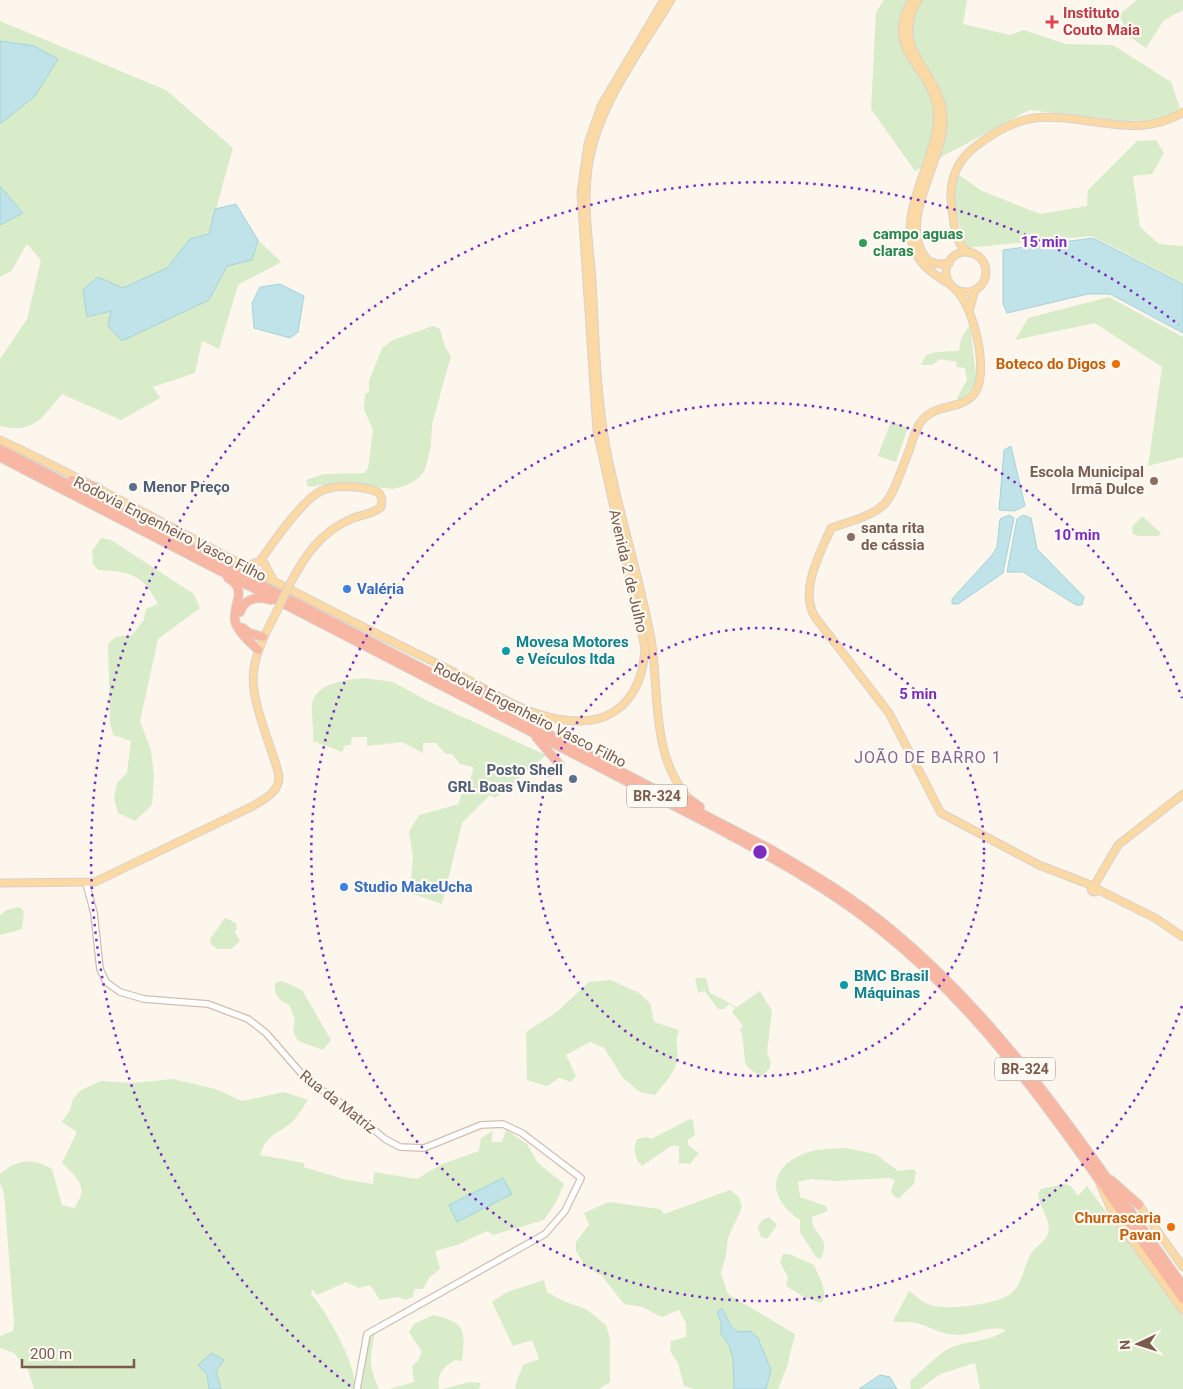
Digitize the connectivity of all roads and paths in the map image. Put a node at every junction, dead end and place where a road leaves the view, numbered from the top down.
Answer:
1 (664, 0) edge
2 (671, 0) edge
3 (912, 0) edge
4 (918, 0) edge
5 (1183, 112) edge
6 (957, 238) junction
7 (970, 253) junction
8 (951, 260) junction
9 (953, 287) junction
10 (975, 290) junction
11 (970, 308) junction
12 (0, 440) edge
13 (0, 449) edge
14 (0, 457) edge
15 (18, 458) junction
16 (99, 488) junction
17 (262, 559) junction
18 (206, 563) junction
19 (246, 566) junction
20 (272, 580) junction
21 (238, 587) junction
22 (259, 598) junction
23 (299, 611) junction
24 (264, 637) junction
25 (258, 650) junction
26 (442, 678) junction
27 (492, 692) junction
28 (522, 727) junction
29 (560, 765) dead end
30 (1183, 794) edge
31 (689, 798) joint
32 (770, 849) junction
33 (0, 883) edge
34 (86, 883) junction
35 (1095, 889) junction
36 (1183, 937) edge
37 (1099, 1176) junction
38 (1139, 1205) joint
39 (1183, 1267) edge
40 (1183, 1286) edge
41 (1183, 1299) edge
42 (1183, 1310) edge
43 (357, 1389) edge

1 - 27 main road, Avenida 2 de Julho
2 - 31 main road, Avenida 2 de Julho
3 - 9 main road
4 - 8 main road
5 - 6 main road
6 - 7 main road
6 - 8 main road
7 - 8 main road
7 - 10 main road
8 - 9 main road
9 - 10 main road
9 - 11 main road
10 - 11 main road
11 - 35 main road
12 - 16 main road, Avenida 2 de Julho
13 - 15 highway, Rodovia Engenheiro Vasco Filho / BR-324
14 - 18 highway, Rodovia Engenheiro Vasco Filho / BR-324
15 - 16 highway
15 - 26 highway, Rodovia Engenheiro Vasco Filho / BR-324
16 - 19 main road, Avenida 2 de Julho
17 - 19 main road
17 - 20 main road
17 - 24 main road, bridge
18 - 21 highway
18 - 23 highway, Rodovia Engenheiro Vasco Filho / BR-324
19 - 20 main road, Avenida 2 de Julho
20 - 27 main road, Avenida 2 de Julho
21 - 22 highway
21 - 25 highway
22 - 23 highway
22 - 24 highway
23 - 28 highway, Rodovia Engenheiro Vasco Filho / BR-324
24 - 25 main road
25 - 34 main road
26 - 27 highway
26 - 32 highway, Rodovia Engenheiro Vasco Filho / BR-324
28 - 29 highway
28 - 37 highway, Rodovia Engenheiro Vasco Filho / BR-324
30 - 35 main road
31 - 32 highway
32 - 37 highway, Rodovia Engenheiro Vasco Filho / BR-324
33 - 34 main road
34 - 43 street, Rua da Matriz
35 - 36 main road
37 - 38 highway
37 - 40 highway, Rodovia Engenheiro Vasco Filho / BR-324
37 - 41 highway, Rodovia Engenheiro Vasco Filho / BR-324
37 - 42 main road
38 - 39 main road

* _What to do_
Check the listing above for lines containing the string "Filho", and copy each one.

* _Written solution_
13 - 15 highway, Rodovia Engenheiro Vasco Filho / BR-324
14 - 18 highway, Rodovia Engenheiro Vasco Filho / BR-324
15 - 26 highway, Rodovia Engenheiro Vasco Filho / BR-324
18 - 23 highway, Rodovia Engenheiro Vasco Filho / BR-324
23 - 28 highway, Rodovia Engenheiro Vasco Filho / BR-324
26 - 32 highway, Rodovia Engenheiro Vasco Filho / BR-324
28 - 37 highway, Rodovia Engenheiro Vasco Filho / BR-324
32 - 37 highway, Rodovia Engenheiro Vasco Filho / BR-324
37 - 40 highway, Rodovia Engenheiro Vasco Filho / BR-324
37 - 41 highway, Rodovia Engenheiro Vasco Filho / BR-324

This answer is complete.